Tropical music then ensued signaling the end of the episode. Stunned I sat back, took a thoughtful and final bite of doughnut as three eager eyed dogs looked on, pondering what I had just seen. To be normal is to be boring, to be bubbly and quirky is to be amazing. Everything I had believed growing up was blown away in eleven minutes by a talking sponge. Did I want to resign myself to normality or embrace my quirkiness? I realized that, no I don’t want to be normal; I want to be me, be Gemma. Quirky Gemma, shy Gemma, crazy Gemma, anxious Gemma (well to an extent), “I -don’t- eat-that” Gemma, giggly Gemma, witty Gemma, geeky Gemma, just Gemma. Surrounded by highly disappointed dogs, I resigned that I would be Gemma, no more of this normal stuff.

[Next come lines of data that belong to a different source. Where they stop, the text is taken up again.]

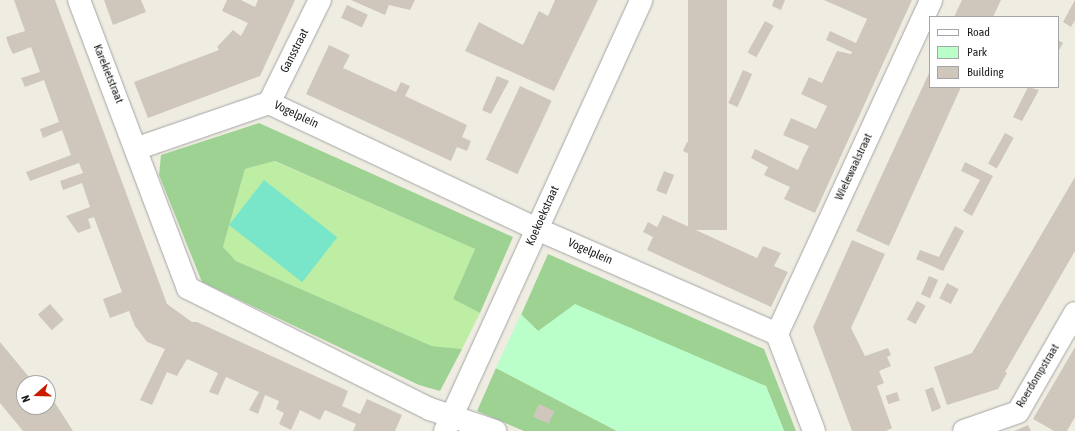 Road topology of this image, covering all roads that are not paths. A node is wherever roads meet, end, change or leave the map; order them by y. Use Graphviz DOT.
graph roads {
  1 [pos="80,0"];
  2 [pos="320,0"];
  3 [pos="641,0"];
  4 [pos="931,0"];
  5 [pos="269,103"];
  6 [pos="138,148"];
  7 [pos="537,229"];
  8 [pos="1075,313"];
  9 [pos="777,334"];
  10 [pos="449,423"];
  11 [pos="495,431"];
  12 [pos="814,431"];
  13 [pos="964,431"];
  1 -- 6 [label="street, Karekietstraat"];
  2 -- 5 [label="street, Gansstraat"];
  3 -- 7 [label="street, Koekoekstraat"];
  4 -- 9 [label="street, Wielewaalstraat"];
  5 -- 6 [label="street, Vogelplein"];
  5 -- 7 [label="street, Vogelplein"];
  6 -- 10 [label="street"];
  7 -- 9 [label="street, Vogelplein"];
  7 -- 10 [label="street, Koekoekstraat"];
  8 -- 13 [label="street, Roerdompstraat"];
  9 -- 12 [label="street"];
  10 -- 11 [label="street"];
} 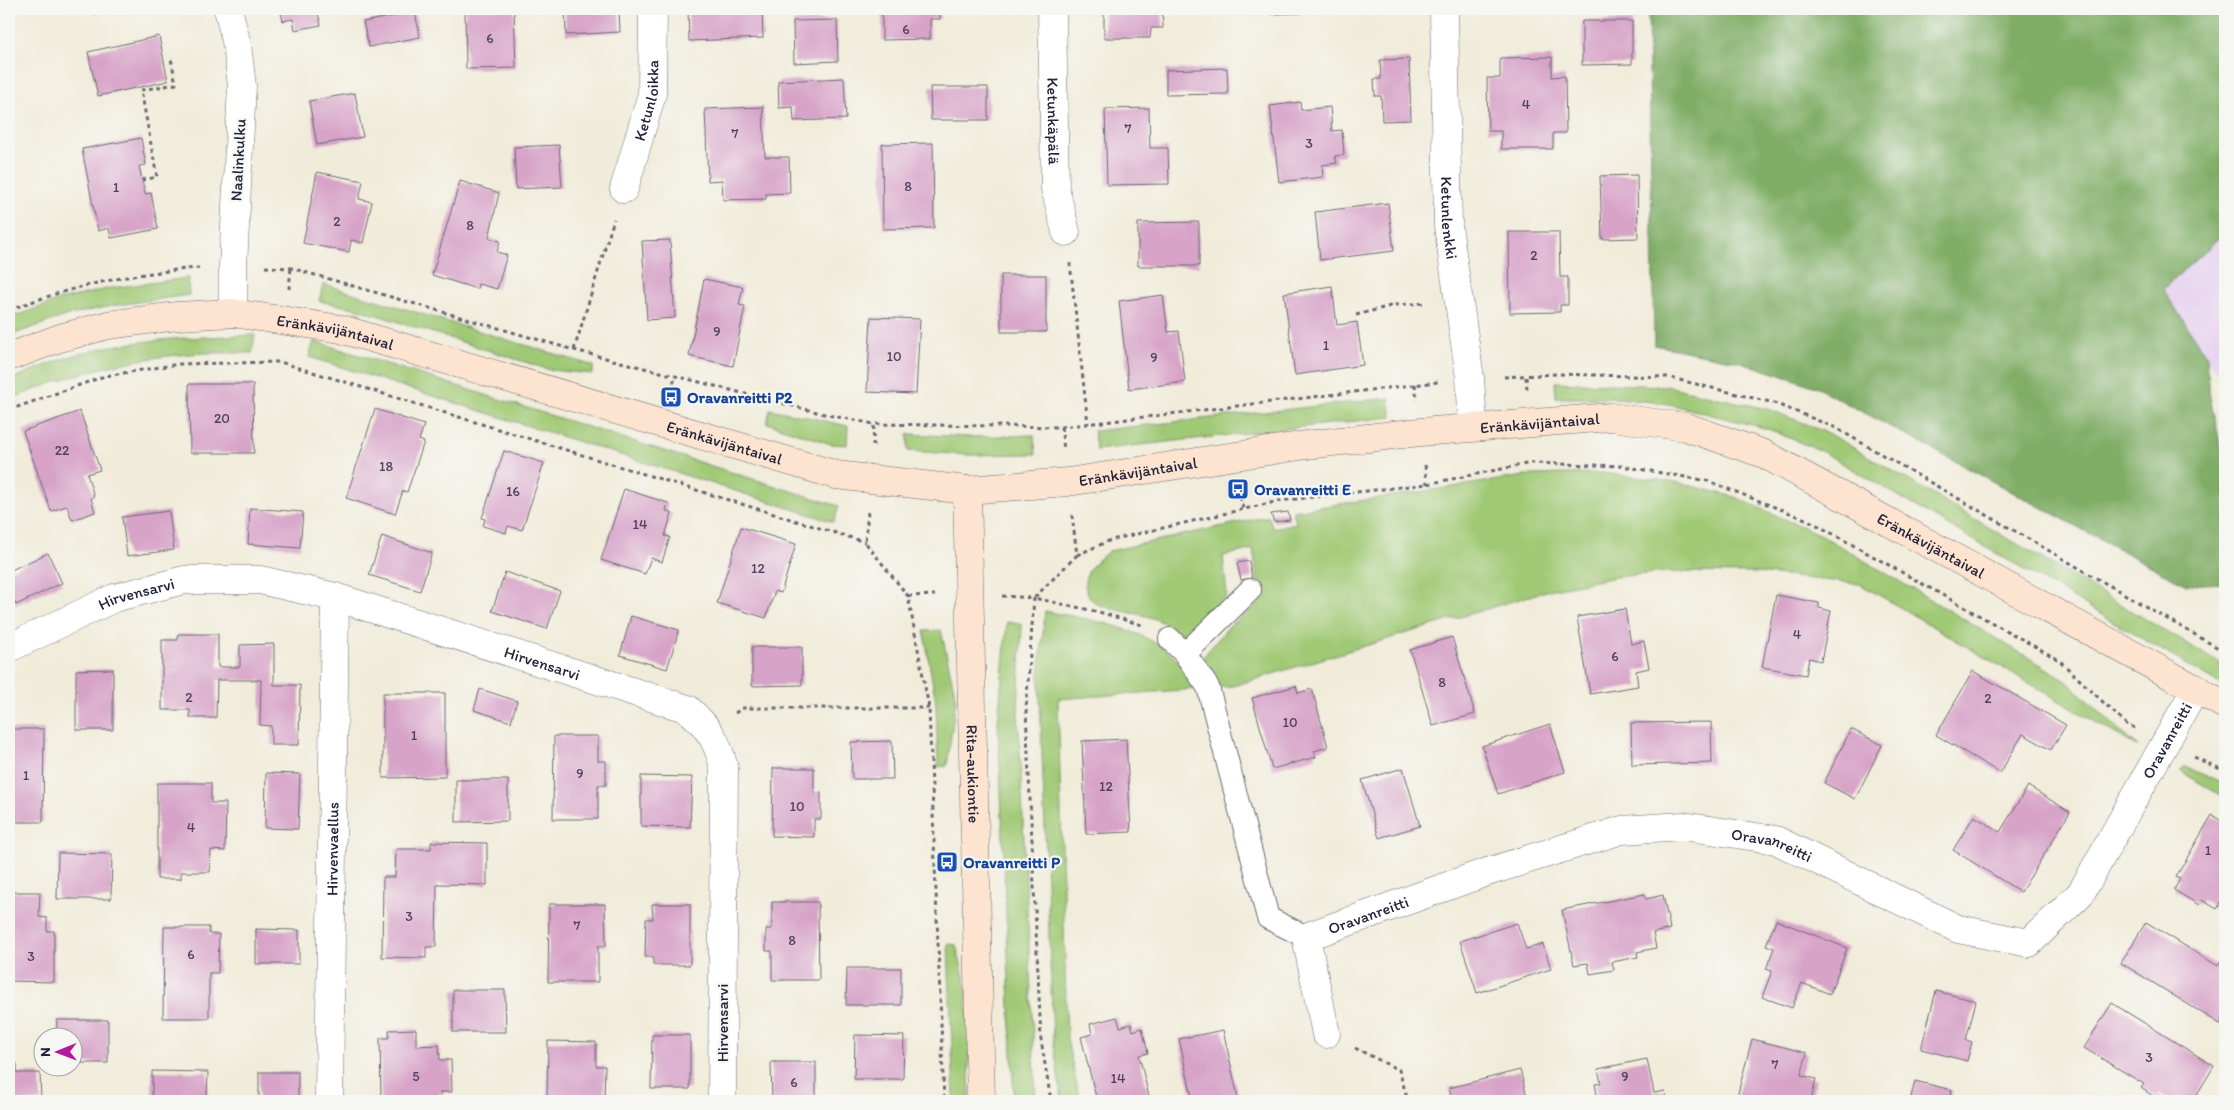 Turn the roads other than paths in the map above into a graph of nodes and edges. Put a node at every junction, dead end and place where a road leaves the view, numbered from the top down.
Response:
1 (228, 9) edge
2 (653, 9) edge
3 (1052, 9) edge
4 (1444, 9) edge
5 (624, 188) road end
6 (1066, 232) road end
7 (233, 313) junction
8 (9, 357) edge
9 (1473, 426) junction
10 (968, 490) junction
11 (1250, 590) dead end
12 (334, 597) junction
13 (9, 648) edge
14 (2196, 688) junction
15 (2225, 705) edge
16 (1306, 937) junction
17 (1326, 1034) road end
18 (979, 1057) junction
19 (329, 1101) edge
20 (722, 1101) edge
21 (981, 1101) edge
22 (990, 1101) edge

1 - 7 street, Naalinkulku
2 - 5 street, Ketunloikka
3 - 6 street, Ketunkäpälä
4 - 9 street, Ketunlenkki
7 - 8 street, Eränkävijäntaival
7 - 10 street, Eränkävijäntaival
9 - 10 street, Eränkävijäntaival
9 - 14 street, Eränkävijäntaival
10 - 18 street, Rita-aukiontie
11 - 16 lane
12 - 13 street, Hirvensarvi
12 - 19 street, Hirvenvaellus
12 - 20 street, Hirvensarvi
14 - 15 street, Eränkävijäntaival
14 - 16 street, Oravanreitti
16 - 17 street, Oravanreitti
18 - 21 street, Rita-aukiontie
18 - 22 street, Rita-aukiontie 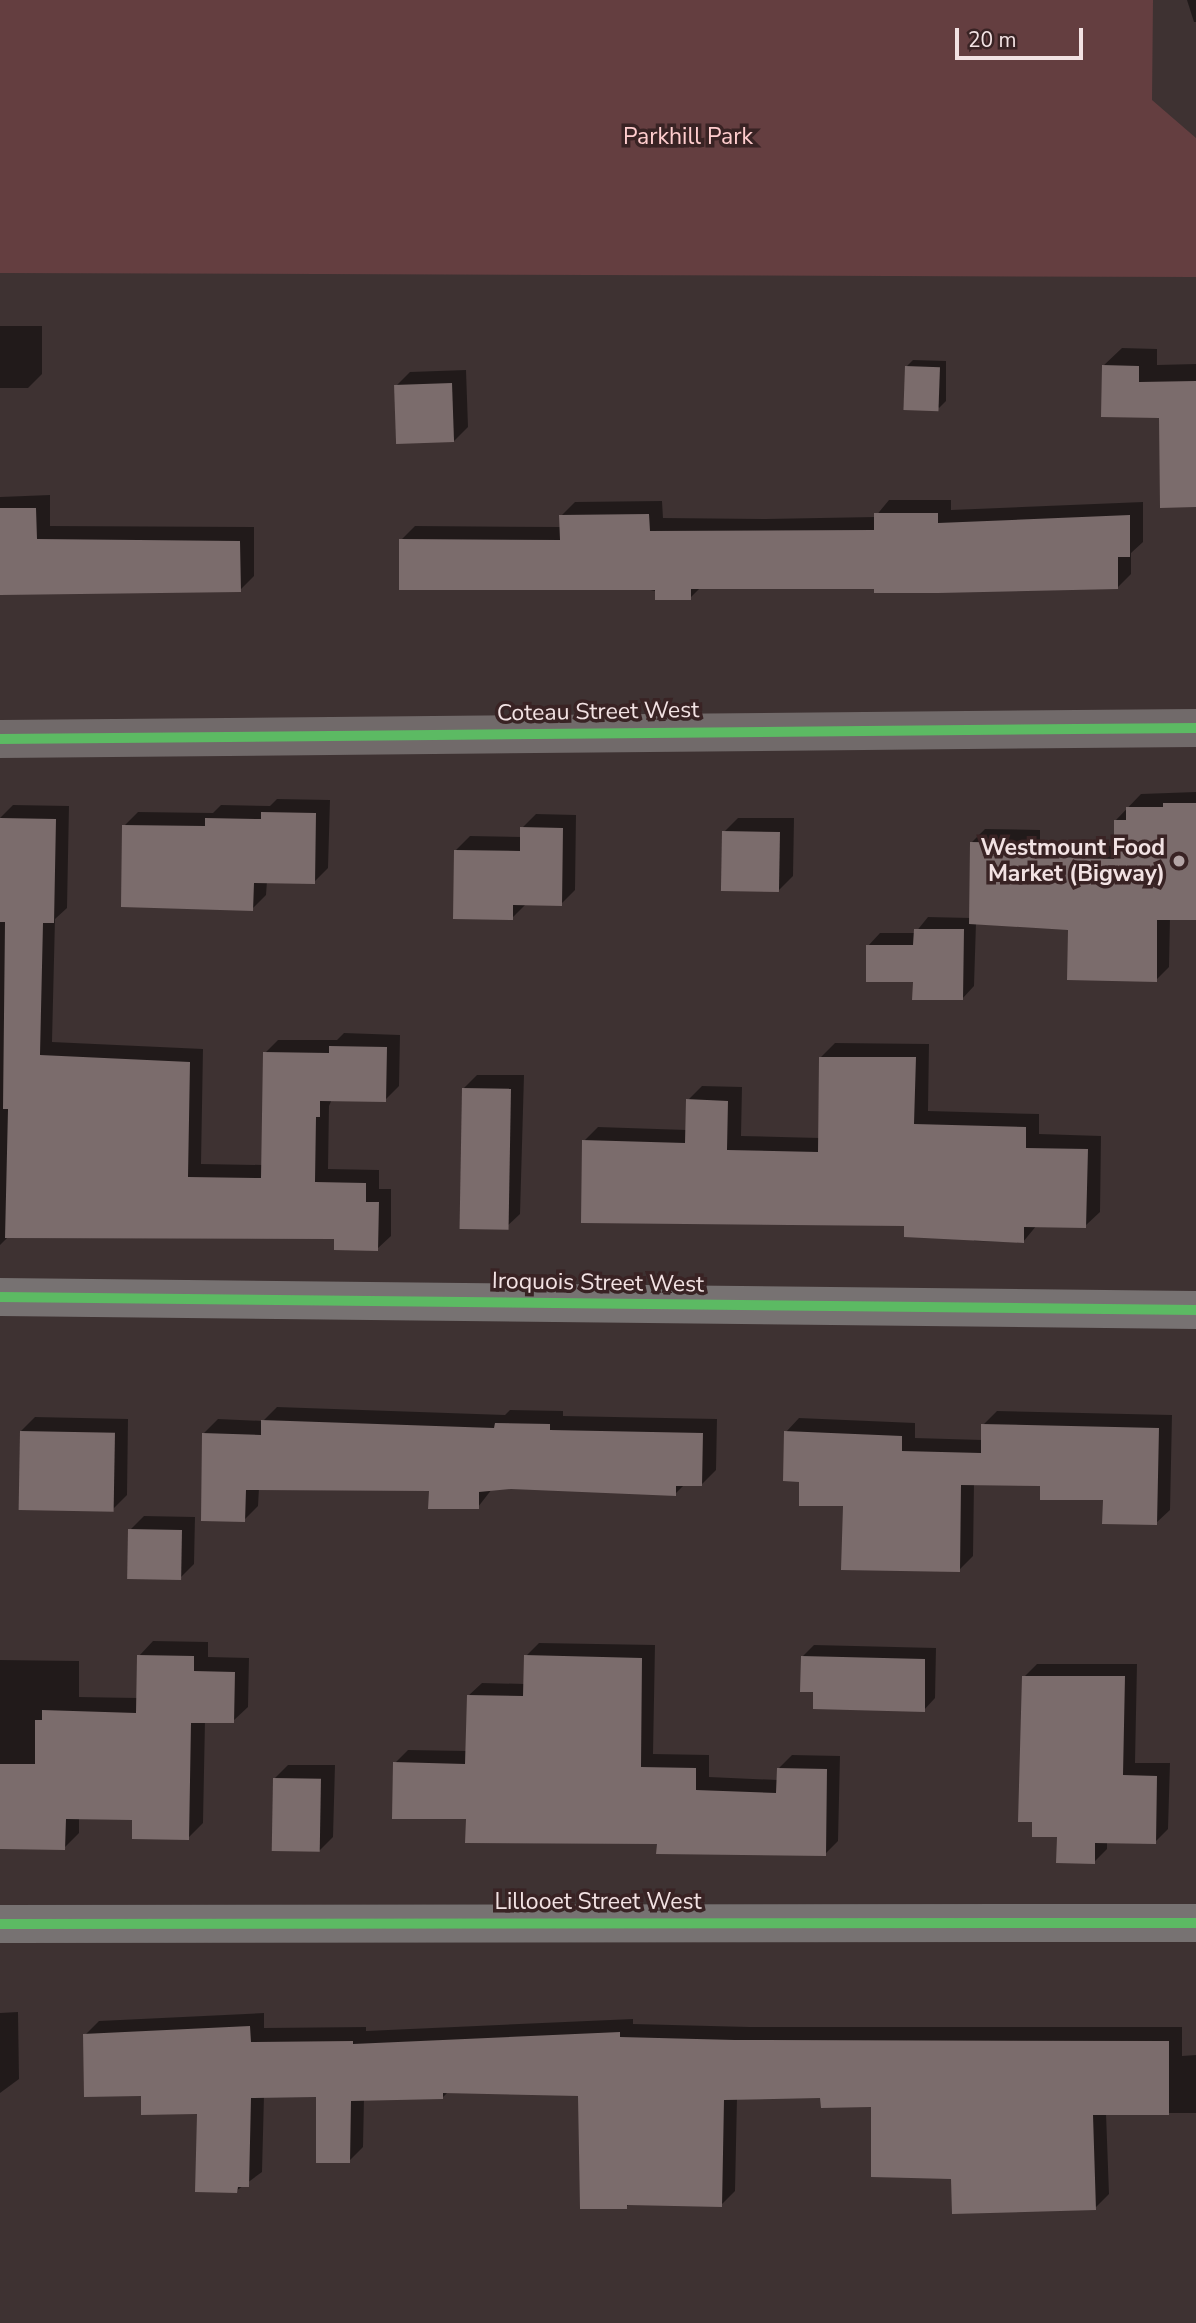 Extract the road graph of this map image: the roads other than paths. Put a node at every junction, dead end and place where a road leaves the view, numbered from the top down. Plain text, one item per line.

Some six months have passed since that spongy day. Through a large mental shift I have come to embrace myself, all the quirks and insecurities, and I love it so! Just the other day my sister inquired as to why I did something a certain quirky way. The explanation I provided caused her to laugh as she thought it was kind of silly. In retort I told her that if I didn’t have these sorts of eccentricities then what would my family have to chuckle at? What would life be like without silly Gemma to cheer them up? Normal? No, I am not normal, but that is how I like it.
“Normal.” Merriam-Webster. Merriam-Webster, n.d. Web. 20 Jan. 2014.